━━ Material for this exercise
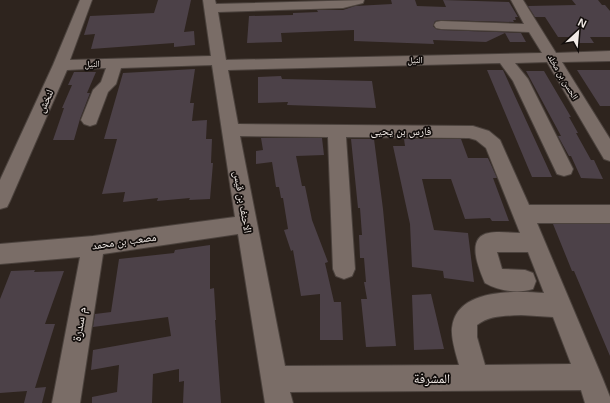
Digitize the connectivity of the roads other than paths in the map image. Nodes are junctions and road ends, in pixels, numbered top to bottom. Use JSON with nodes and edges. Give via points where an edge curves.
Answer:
{"nodes":[{"id":1,"x":86,"y":0,"type":"edge"},
{"id":2,"x":358,"y":0,"type":"edge"},
{"id":3,"x":517,"y":0,"type":"edge"},
{"id":4,"x":210,"y":4,"type":"edge"},
{"id":5,"x":441,"y":25,"type":"dead end"},
{"id":6,"x":534,"y":28,"type":"junction"},
{"id":7,"x":610,"y":56,"type":"edge"},
{"id":8,"x":551,"y":57,"type":"junction"},
{"id":9,"x":508,"y":58,"type":"junction"},
{"id":10,"x":219,"y":63,"type":"junction"},
{"id":11,"x":108,"y":64,"type":"junction"},
{"id":12,"x":61,"y":65,"type":"junction"},
{"id":13,"x":90,"y":120,"type":"dead end"},
{"id":14,"x":602,"y":128,"type":"edge"},
{"id":15,"x":230,"y":130,"type":"junction"},
{"id":16,"x":337,"y":131,"type":"junction"},
{"id":17,"x":610,"y":154,"type":"edge"},
{"id":18,"x":564,"y":169,"type":"dead end"},
{"id":19,"x":0,"y":202,"type":"edge"},
{"id":20,"x":522,"y":214,"type":"junction"},
{"id":21,"x":610,"y":214,"type":"edge"},
{"id":22,"x":247,"y":224,"type":"junction"},
{"id":23,"x":534,"y":243,"type":"junction"},
{"id":24,"x":93,"y":246,"type":"junction"},
{"id":25,"x":0,"y":254,"type":"edge"},
{"id":26,"x":344,"y":269,"type":"dead end"},
{"id":27,"x":525,"y":281,"type":"dead end"},
{"id":28,"x":561,"y":306,"type":"junction"},
{"id":29,"x":589,"y":377,"type":"junction"},
{"id":30,"x":476,"y":378,"type":"junction"},
{"id":31,"x":277,"y":391,"type":"edge"},
{"id":32,"x":66,"y":403,"type":"edge"},
{"id":33,"x":599,"y":403,"type":"edge"}],
"edges":[{"from":1,"to":12,"type":"street","name":"لنخش"},
{"from":2,"to":4,"type":"street","via":[[343,4]]},
{"from":3,"to":6,"type":"street","name":"الحسن بن مخلد"},
{"from":4,"to":10,"type":"street","name":"الاحنف بن قيس"},
{"from":5,"to":6,"type":"street"},
{"from":6,"to":8,"type":"street","name":"الحسن بن مخلد"},
{"from":7,"to":8,"type":"street","name":"النيل"},
{"from":8,"to":9,"type":"street","name":"النيل"},
{"from":8,"to":14,"type":"street","name":"الحسن بن مخلد"},
{"from":9,"to":10,"type":"street","name":"النيل"},
{"from":9,"to":18,"type":"street"},
{"from":10,"to":11,"type":"street","name":"النيل"},
{"from":10,"to":15,"type":"street","name":"الاحنف بن قيس"},
{"from":11,"to":12,"type":"street","name":"النيل"},
{"from":11,"to":13,"type":"street","via":[[95,85],[101,90]]},
{"from":12,"to":19,"type":"street","name":"لنخش"},
{"from":14,"to":17,"type":"street","name":"الحسن بن مخلد"},
{"from":15,"to":16,"type":"street","name":"فارس بن يحيى"},
{"from":15,"to":22,"type":"street","name":"الاحنف بن قيس"},
{"from":16,"to":20,"type":"street","name":"فارس بن يحيى","via":[[469,132],[483,136],[494,145]]},
{"from":16,"to":26,"type":"street"},
{"from":20,"to":21,"type":"street"},
{"from":20,"to":23,"type":"street","name":"فارس بن يحيى"},
{"from":22,"to":24,"type":"street","name":"مصعب بن محمد"},
{"from":22,"to":31,"type":"street","name":"الاحنف بن قيس"},
{"from":23,"to":27,"type":"street","via":[[489,242],[485,246],[493,276],[499,279]]},
{"from":23,"to":28,"type":"street","name":"فارس بن يحيى"},
{"from":24,"to":25,"type":"street","name":"مصعب بن محمد"},
{"from":24,"to":32,"type":"street","name":"م سدرة"},
{"from":28,"to":29,"type":"street","name":"فارس بن يحيى"},
{"from":28,"to":30,"type":"street","via":[[504,304],[484,307],[470,314],[464,327]]},
{"from":29,"to":30,"type":"street","name":"المشرفة"},
{"from":29,"to":33,"type":"street","name":"فارس بن يحيى"},
{"from":30,"to":31,"type":"street","name":"المشرفة"}]}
━━━━
# [Exercise brief]
Across the entries above, how many lines contain the string "محمد"? The number alone is the answer.

# [Exercise answer]
2